With the computers, I say. Does he do that all the time?
Always. Never turn them off.
In the darkness I can barely see her face: only the eyes, shining, daring me to speak. If I were in your place, I say to myself, and the phrase dissolves, weightless.
Listen, I say. I’m not sure I’m ready.
She laughs. When you be sure?
Her fingers fall across my face, and I feel the elastic brushing over my hair, and then the world is black. I open my eyes and close them: no difference.
We just go for a little walk, she says. You don’t worry. Only listen.
I never realized, before, the weight of the air: at every step I feel the great mass of it pressing against my face, saddled on my shoulders. I am breathing huge quantities, as if my lungs were a giant recirculation machine, and sweat is running down from my forehead and soaking the edge of the headband. Alice takes normal-size steps, and grips my hand fiercely, so I can’t let go. Don’t be afraid, she shouts. We still in the middle. Not near the edge.
What am I supposed to do?
Nothing, she says. Only wait. Maybe you see something.
I stare, fiercely, into blackness, into my own eyelids. There is the afterglow of the hallway light, and the computer screens, very faint; or am I imagining it? What is there on a roof, I wonder, and try to picture it: television antennas, heating ducts, clotheslines. Are there guardrails? I’ve never seen any on a Hong Kong building. She turns, and I brush something metal with my hand. Do you know where you’re going? I shout.
Here, she says, and stops. I stumble into her, and she catches my shoulder. Careful, she says. We wait here.
Wait for what?
Just listen, she says. I tell to you. Look to left side: there’s a big building there. Very tall white building, higher than us. Small windows.
All right. I can see that.
Right side is highway. Very bright. Many cars and trucks passing.
If I strain to listen I can hear a steady whooshing sound, and then the high whine of a motorcycle, like a mosquito passing my ear. OK, I say. Got that.
In the middle is very dark. Small buildings. Only few lights on.
Not enough, I say.
One window close to us, she says. Two little children there. You see them?
No.
Lift your arm, she says, and I do. Put your hand up. See? They wave to you.

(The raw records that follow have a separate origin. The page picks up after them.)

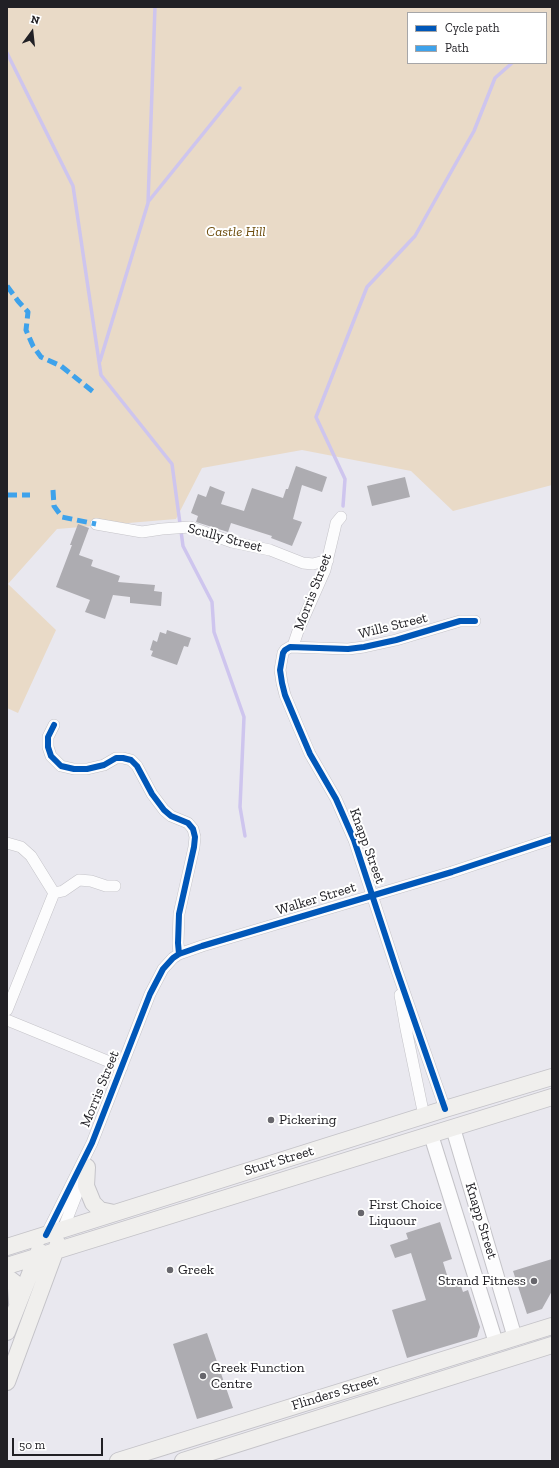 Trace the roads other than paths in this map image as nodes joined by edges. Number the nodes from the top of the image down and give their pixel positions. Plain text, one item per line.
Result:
1 (341, 517) dead end
2 (96, 524) dead end
3 (328, 560) junction
4 (303, 563) junction
5 (318, 588) junction
6 (475, 621) dead end
7 (293, 646) junction
8 (54, 725) dead end
9 (552, 839) edge
10 (7, 842) edge
11 (115, 886) dead end
12 (54, 893) junction
13 (372, 895) junction
14 (179, 954) junction
15 (397, 971) junction
16 (7, 1010) edge
17 (7, 1020) edge
18 (122, 1067) junction
19 (432, 1070) junction
20 (415, 1076) junction
21 (552, 1077) edge
22 (552, 1097) edge
23 (445, 1109) junction
24 (424, 1116) junction
25 (452, 1128) junction
26 (431, 1135) junction
27 (92, 1142) junction
28 (465, 1166) junction
29 (86, 1167) junction
30 (442, 1172) junction
31 (114, 1213) junction
32 (63, 1229) junction
33 (46, 1235) junction
34 (7, 1247) edge
35 (56, 1251) junction
36 (36, 1257) junction
37 (7, 1266) edge
38 (7, 1277) edge
39 (17, 1307) junction
40 (552, 1326) edge
41 (7, 1332) edge
42 (515, 1338) junction
43 (496, 1343) junction
44 (552, 1345) edge
45 (521, 1355) junction
46 (502, 1361) junction
47 (7, 1382) edge
48 (118, 1461) edge
49 (183, 1461) edge

1 - 3 street, Morris Street
2 - 4 street, Scully Street
3 - 4 street, Scully Street
3 - 5 street, Morris Street
4 - 5 street
5 - 7 street, Morris Street
6 - 7 street, Wills Street
7 - 13 street, Knapp Street
8 - 14 street
9 - 13 street, Walker Street
10 - 12 street
11 - 12 street
12 - 16 street
13 - 14 street, Walker Street
13 - 15 street, Knapp Street
14 - 18 street, Morris Street
15 - 19 street, Knapp Street
15 - 20 street, Knapp Street
17 - 18 street
18 - 27 street, Morris Street
19 - 20 street
19 - 23 street, Knapp Street
20 - 24 street, Knapp Street
21 - 23 main road, Sturt Street
22 - 25 main road, Sturt Street
23 - 24 main road, Sturt Street
23 - 25 main road
24 - 26 main road
24 - 31 main road, Sturt Street
25 - 26 main road, Sturt Street
25 - 28 street, Knapp Street
26 - 30 street, Knapp Street
26 - 35 main road, Sturt Street
27 - 29 street, Morris Street
27 - 33 street, Morris Street
28 - 30 street
28 - 42 street, Knapp Street
29 - 31 main road
29 - 32 street, Morris Street
30 - 43 street, Knapp Street
31 - 32 main road, Sturt Street
32 - 33 main road, Sturt Street
32 - 35 main road, Morris Street
33 - 34 main road, Sturt Street
33 - 36 main road, Morris Street
35 - 36 main road, Sturt Street
35 - 47 main road, Morris Street
36 - 37 main road, Sturt Street
36 - 39 main road, Morris Street
38 - 39 main road
39 - 41 main road, Morris Street
40 - 42 main road, Flinders Street
42 - 43 main road, Flinders Street
42 - 45 main road
43 - 46 main road
43 - 48 main road, Flinders Street
44 - 45 main road, Flinders Street
45 - 46 main road, Flinders Street
46 - 49 main road, Flinders Street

My god, I say. How do you do that?
She squeezes my hand.
You promise me something.
Of course. What is it?
You don’t take it off, she says. No matter nothing. You promise me?
I do. I promise.
She lets go of my hand, and I hear running steps, soles skidding on concrete.
Alice! I shout, rooted to the spot; I crouch down, and balance myself with my hands. Alice! You don’t—
Mama, she screams, ten feet away, and the sound carries, echoes; I can see it slanting with the wind, bright as daylight, as if a roman candle had exploded in my face. Mama mama mama mama mama mama mama, she sings, and I am crawling toward her on hands and knees, feeling in front of me for the edge.
She is there, Alice shouts. You see? She is in the air.
I see her. Stay where you are.
You watch, she says. I follow her.
She doesn’t want you, I shout. She doesn’t want you there. Let her go.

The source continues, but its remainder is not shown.